## [Task directions]
If a line of the listing contains the string "filter", return that line.

##########

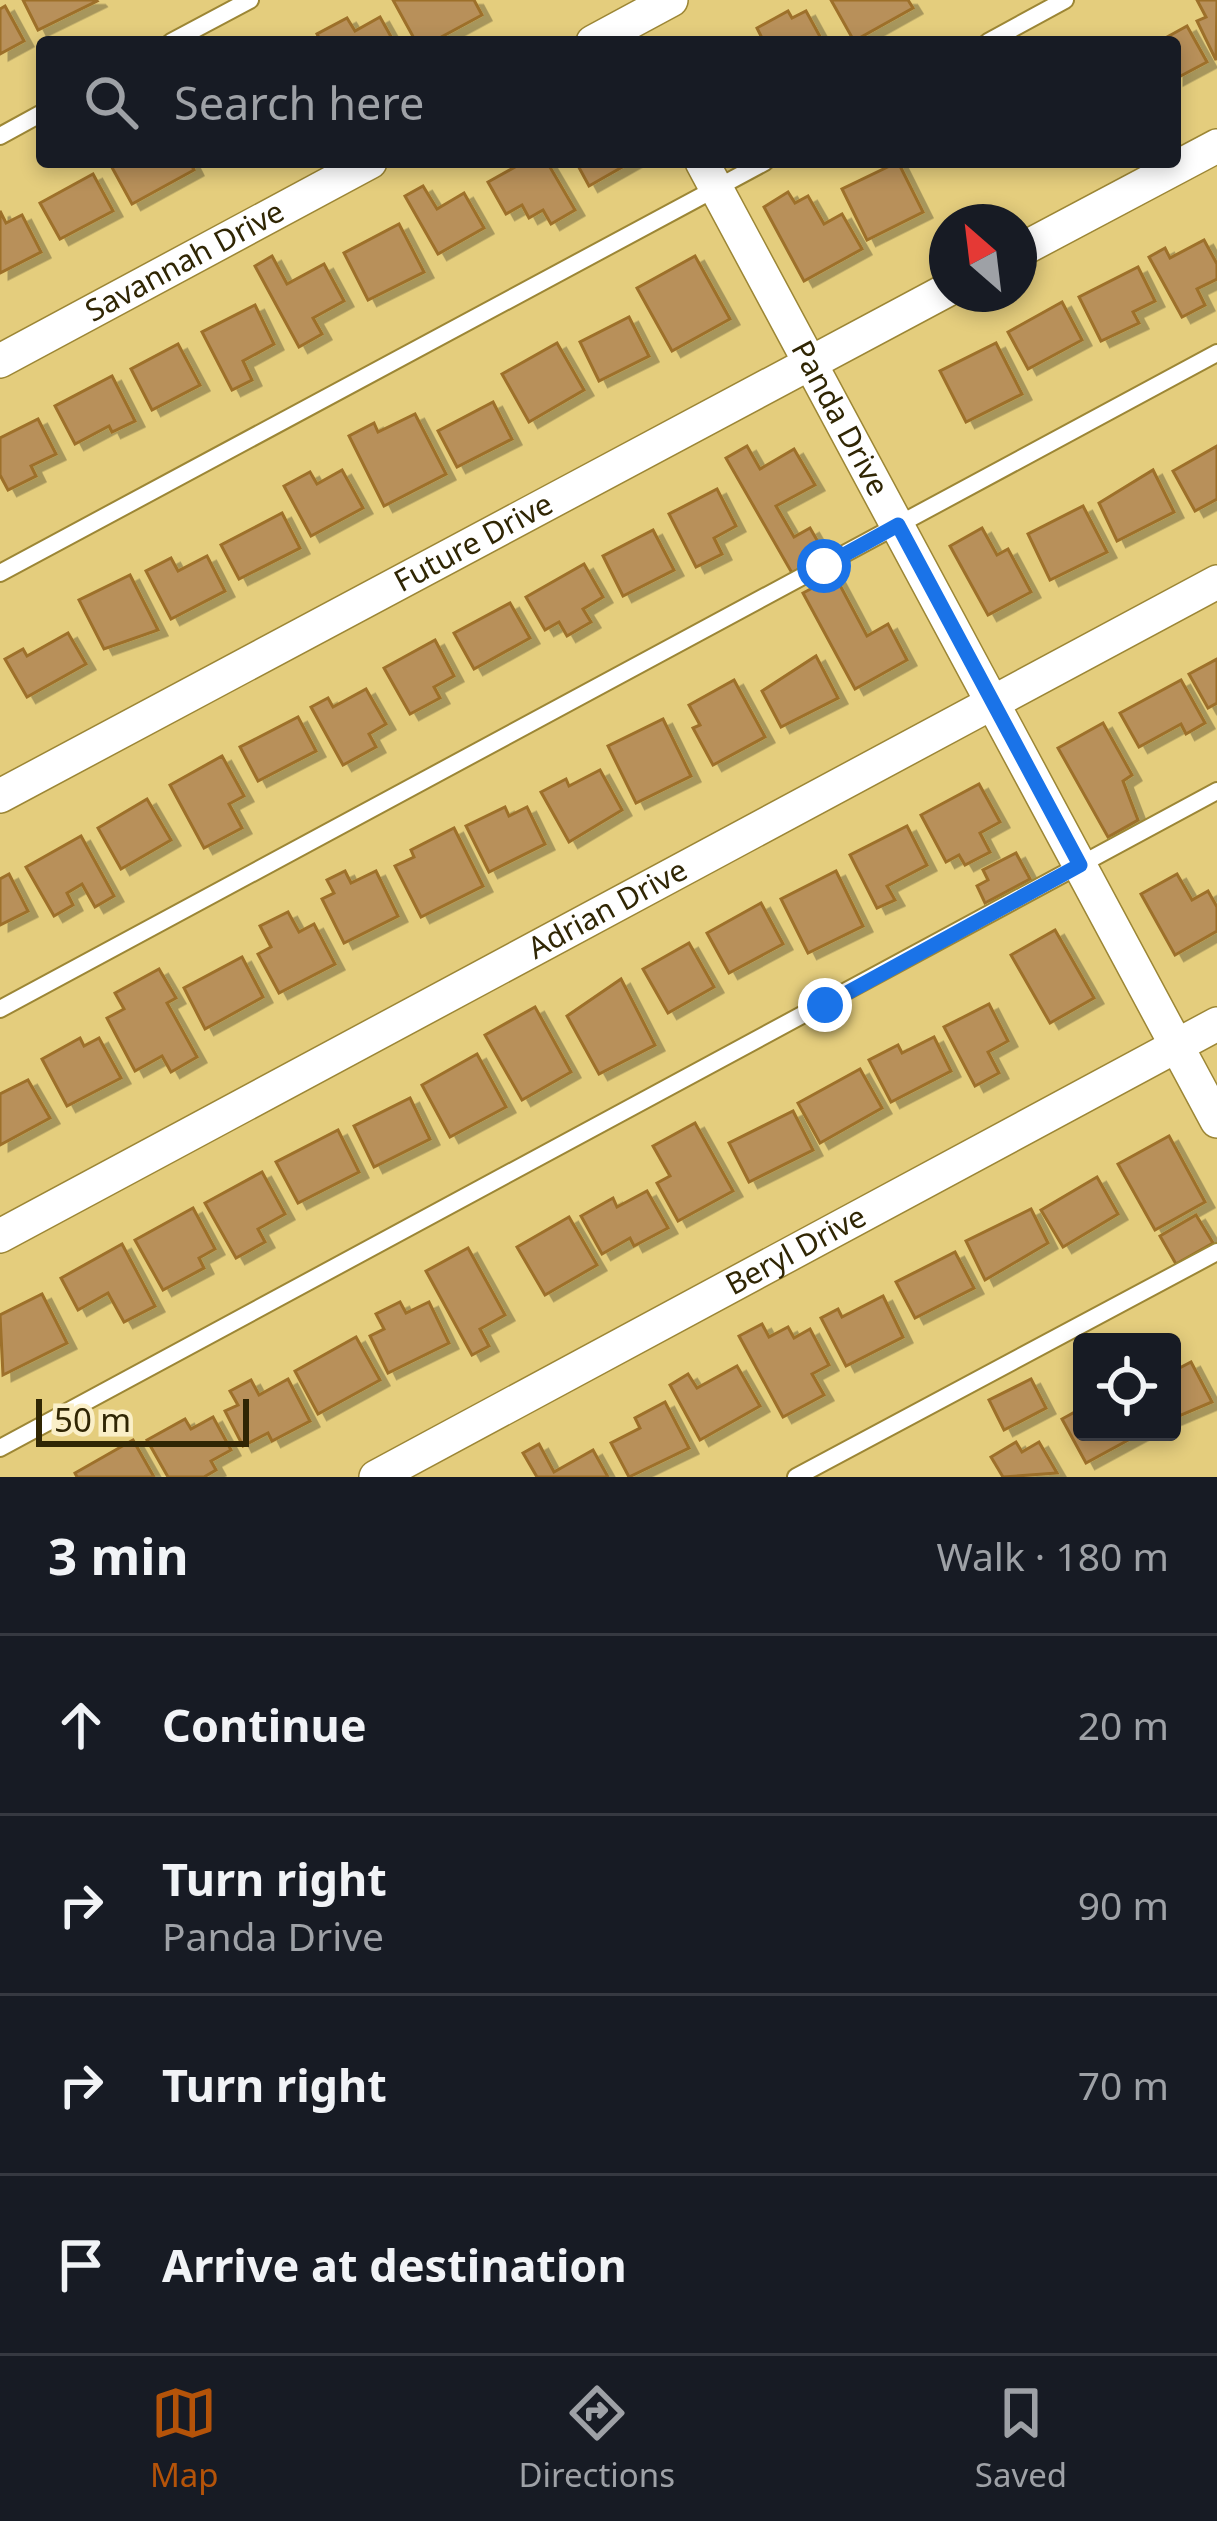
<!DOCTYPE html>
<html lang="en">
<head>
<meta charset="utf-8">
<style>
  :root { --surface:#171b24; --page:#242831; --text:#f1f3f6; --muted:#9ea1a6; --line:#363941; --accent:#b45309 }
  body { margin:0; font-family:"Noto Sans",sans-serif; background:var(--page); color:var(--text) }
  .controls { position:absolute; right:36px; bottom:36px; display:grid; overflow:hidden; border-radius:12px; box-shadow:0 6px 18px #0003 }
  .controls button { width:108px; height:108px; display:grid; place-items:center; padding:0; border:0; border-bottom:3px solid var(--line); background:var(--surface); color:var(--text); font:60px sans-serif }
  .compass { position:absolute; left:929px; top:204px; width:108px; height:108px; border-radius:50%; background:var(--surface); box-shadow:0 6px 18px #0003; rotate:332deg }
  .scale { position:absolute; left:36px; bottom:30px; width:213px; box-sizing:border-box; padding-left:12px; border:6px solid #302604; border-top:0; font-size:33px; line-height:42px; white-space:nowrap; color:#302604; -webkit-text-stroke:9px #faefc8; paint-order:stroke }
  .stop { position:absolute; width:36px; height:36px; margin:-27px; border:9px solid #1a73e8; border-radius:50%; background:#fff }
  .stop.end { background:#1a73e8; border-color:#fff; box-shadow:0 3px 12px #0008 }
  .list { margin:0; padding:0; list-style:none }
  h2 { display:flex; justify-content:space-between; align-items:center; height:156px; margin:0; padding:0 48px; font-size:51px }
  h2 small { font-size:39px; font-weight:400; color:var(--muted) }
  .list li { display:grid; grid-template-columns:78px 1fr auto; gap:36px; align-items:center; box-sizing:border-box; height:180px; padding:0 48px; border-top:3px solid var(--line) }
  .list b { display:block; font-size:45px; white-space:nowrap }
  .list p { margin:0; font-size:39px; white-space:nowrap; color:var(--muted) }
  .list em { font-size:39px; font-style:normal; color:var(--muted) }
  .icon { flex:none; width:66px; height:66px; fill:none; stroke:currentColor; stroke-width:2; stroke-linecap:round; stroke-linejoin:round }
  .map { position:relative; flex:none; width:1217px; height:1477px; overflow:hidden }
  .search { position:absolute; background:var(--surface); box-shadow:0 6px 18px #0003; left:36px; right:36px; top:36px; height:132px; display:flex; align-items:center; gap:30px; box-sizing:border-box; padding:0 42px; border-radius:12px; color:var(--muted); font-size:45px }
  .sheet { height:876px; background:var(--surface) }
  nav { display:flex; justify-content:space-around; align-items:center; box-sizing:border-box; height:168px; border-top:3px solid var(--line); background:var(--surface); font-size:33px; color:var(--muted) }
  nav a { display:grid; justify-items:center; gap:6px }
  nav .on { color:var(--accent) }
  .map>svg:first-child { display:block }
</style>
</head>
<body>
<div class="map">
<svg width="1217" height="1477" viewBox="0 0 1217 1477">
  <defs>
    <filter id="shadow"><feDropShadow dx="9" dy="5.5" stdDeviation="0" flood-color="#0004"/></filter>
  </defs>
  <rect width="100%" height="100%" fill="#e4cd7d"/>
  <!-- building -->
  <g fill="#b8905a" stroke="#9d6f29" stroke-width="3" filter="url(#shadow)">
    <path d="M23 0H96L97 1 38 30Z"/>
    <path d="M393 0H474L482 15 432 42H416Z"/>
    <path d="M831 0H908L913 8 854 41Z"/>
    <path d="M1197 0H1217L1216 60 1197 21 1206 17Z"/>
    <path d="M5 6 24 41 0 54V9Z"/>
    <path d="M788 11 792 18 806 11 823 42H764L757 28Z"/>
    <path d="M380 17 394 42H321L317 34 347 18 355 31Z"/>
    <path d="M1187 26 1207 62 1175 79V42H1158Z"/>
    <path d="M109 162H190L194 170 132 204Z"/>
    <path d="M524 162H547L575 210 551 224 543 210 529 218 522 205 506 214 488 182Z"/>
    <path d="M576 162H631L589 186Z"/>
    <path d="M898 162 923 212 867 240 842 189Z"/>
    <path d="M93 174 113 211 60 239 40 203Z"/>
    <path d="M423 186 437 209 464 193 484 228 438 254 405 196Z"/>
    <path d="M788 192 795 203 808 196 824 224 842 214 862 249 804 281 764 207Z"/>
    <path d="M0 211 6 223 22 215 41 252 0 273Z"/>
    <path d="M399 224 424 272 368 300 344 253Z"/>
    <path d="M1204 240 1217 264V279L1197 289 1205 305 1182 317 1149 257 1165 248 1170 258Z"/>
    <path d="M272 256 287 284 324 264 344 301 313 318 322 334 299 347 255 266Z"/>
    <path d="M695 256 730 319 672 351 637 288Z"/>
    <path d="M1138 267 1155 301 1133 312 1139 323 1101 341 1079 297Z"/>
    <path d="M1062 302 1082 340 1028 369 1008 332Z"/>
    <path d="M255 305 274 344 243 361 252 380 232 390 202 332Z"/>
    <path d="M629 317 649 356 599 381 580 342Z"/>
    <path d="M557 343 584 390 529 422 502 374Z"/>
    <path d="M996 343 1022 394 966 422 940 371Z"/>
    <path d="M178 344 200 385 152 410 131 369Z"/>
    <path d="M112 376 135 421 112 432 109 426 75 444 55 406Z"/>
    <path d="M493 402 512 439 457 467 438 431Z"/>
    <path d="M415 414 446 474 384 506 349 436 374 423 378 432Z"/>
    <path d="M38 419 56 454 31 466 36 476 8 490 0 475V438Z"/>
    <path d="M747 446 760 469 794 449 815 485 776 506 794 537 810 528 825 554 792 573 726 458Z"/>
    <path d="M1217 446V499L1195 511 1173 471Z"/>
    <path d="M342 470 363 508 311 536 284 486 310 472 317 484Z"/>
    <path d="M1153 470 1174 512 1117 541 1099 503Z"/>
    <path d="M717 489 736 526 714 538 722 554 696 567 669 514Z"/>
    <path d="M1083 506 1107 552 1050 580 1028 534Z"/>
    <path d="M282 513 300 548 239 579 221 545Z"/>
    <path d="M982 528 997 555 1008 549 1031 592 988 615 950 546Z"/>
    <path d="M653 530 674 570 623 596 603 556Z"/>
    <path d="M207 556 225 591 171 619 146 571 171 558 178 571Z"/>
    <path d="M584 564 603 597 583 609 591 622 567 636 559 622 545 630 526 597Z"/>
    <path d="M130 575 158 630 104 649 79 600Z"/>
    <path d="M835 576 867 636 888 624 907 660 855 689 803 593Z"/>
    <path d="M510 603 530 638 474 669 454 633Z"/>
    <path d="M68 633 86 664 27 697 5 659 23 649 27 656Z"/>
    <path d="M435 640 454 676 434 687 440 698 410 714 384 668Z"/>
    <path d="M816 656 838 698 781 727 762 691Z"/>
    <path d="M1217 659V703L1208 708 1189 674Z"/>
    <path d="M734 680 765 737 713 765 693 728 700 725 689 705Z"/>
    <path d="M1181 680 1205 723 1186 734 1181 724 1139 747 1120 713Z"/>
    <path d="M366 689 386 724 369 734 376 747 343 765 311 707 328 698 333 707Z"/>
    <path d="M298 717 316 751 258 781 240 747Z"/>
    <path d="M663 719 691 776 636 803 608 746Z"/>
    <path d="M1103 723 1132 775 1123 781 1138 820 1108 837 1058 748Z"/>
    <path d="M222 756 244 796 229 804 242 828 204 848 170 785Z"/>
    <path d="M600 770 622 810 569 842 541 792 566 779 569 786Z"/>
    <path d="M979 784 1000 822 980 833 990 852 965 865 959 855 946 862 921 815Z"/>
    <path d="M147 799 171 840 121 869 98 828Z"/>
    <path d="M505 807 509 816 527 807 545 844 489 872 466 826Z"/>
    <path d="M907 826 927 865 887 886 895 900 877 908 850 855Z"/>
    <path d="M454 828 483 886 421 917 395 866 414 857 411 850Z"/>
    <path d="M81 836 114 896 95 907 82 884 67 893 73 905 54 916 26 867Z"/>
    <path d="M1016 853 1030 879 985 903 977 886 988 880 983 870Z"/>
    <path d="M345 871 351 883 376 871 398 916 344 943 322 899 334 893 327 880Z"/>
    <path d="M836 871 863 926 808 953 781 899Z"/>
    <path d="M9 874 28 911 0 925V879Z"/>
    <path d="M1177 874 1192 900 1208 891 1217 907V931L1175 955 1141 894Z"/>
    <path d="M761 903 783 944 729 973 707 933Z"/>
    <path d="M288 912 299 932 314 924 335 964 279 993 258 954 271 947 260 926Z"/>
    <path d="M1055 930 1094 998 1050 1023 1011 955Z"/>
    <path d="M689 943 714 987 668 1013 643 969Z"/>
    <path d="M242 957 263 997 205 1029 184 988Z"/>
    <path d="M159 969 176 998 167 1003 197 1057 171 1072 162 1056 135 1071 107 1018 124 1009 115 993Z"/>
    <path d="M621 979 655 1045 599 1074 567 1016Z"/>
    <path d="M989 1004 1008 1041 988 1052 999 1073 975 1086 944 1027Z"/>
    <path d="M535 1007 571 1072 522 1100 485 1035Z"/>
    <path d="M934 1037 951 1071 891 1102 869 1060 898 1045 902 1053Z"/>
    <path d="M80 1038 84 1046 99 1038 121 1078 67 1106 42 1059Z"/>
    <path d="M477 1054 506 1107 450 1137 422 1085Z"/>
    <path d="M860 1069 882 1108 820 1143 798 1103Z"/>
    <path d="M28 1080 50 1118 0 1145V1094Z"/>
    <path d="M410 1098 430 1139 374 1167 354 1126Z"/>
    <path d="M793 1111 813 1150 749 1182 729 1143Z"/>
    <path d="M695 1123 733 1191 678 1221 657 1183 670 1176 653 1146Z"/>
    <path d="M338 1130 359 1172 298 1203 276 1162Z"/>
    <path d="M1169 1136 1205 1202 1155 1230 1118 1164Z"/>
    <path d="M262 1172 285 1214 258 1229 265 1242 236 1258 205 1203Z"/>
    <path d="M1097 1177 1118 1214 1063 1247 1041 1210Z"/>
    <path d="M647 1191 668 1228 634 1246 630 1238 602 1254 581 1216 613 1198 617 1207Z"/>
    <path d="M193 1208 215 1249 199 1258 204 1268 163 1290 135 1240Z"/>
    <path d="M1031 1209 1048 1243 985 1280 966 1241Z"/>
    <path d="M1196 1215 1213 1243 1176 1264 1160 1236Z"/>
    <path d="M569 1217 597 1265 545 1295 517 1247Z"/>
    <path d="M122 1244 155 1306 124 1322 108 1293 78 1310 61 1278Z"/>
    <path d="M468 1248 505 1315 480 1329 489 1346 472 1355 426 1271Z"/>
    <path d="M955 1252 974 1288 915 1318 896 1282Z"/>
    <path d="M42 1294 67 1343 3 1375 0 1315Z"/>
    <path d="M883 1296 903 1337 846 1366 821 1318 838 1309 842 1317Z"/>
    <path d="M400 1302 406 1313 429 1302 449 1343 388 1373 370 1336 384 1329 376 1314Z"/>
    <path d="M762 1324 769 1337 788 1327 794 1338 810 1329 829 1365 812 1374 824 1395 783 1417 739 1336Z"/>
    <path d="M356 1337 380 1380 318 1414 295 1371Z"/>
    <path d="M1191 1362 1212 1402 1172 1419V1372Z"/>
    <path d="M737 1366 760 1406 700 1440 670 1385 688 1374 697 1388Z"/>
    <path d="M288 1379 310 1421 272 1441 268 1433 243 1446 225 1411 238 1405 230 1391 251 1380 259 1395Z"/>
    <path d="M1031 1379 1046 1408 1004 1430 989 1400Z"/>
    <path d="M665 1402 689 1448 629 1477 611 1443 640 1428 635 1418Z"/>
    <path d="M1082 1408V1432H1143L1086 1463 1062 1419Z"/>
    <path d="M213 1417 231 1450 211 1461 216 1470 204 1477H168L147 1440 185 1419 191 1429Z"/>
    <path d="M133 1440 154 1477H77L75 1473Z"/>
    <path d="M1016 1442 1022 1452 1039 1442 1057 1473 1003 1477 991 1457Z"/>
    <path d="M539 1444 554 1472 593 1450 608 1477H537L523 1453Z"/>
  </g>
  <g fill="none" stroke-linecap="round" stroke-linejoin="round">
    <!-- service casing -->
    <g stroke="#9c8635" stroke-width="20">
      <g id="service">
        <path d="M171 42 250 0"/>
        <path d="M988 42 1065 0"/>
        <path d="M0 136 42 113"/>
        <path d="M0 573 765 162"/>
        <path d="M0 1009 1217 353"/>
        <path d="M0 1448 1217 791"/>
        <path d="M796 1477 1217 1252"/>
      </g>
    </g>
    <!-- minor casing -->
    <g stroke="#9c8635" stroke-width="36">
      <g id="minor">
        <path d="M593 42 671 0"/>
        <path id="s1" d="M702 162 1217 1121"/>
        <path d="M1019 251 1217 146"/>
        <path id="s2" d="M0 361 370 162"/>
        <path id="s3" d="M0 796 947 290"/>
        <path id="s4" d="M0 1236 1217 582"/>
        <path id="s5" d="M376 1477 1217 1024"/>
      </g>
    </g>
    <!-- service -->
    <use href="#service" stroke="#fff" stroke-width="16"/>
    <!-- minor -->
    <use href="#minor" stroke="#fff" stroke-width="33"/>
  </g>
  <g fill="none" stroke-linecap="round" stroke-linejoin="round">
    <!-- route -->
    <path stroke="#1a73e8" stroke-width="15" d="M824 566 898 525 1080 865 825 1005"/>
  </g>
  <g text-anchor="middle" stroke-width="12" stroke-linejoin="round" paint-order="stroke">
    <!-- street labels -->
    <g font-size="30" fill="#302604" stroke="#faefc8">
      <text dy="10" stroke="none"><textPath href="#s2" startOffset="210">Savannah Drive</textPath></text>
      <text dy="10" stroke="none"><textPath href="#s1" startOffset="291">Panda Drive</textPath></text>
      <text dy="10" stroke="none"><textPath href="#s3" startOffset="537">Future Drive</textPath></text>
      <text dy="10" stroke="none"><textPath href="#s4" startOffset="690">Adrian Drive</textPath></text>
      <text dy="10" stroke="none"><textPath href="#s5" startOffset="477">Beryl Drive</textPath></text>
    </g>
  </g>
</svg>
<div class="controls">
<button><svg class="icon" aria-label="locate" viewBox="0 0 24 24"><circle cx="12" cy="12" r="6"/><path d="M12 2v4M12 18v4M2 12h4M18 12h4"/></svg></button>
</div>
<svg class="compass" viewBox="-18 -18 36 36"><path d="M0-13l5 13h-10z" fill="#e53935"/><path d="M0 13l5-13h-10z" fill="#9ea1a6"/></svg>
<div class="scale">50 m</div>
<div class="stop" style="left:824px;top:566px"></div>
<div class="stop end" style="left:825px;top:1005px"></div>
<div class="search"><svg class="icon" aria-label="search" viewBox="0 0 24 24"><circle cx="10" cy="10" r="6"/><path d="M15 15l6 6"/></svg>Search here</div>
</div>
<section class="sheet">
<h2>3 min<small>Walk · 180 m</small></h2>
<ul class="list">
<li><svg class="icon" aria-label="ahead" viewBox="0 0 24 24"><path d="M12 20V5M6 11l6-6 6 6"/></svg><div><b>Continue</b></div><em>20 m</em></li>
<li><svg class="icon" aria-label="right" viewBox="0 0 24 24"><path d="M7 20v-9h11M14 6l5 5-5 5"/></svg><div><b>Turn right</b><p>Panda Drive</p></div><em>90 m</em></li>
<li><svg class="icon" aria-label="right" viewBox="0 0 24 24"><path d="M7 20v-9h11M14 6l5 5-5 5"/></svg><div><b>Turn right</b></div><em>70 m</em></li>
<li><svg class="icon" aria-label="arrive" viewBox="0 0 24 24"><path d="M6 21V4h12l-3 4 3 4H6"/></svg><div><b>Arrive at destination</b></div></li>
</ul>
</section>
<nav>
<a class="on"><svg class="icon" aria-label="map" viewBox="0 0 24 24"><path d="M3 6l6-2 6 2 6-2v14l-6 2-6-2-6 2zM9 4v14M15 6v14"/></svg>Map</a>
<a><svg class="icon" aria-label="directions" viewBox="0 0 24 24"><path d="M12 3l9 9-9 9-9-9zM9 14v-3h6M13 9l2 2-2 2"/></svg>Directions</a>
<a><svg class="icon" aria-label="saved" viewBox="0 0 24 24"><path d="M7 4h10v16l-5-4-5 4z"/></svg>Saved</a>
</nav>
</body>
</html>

##########

## [Solution to the problem]
    <filter id="shadow"><feDropShadow dx="9" dy="5.5" stdDeviation="0" flood-color="#0004"/></filter>
  <g fill="#b8905a" stroke="#9d6f29" stroke-width="3" filter="url(#shadow)">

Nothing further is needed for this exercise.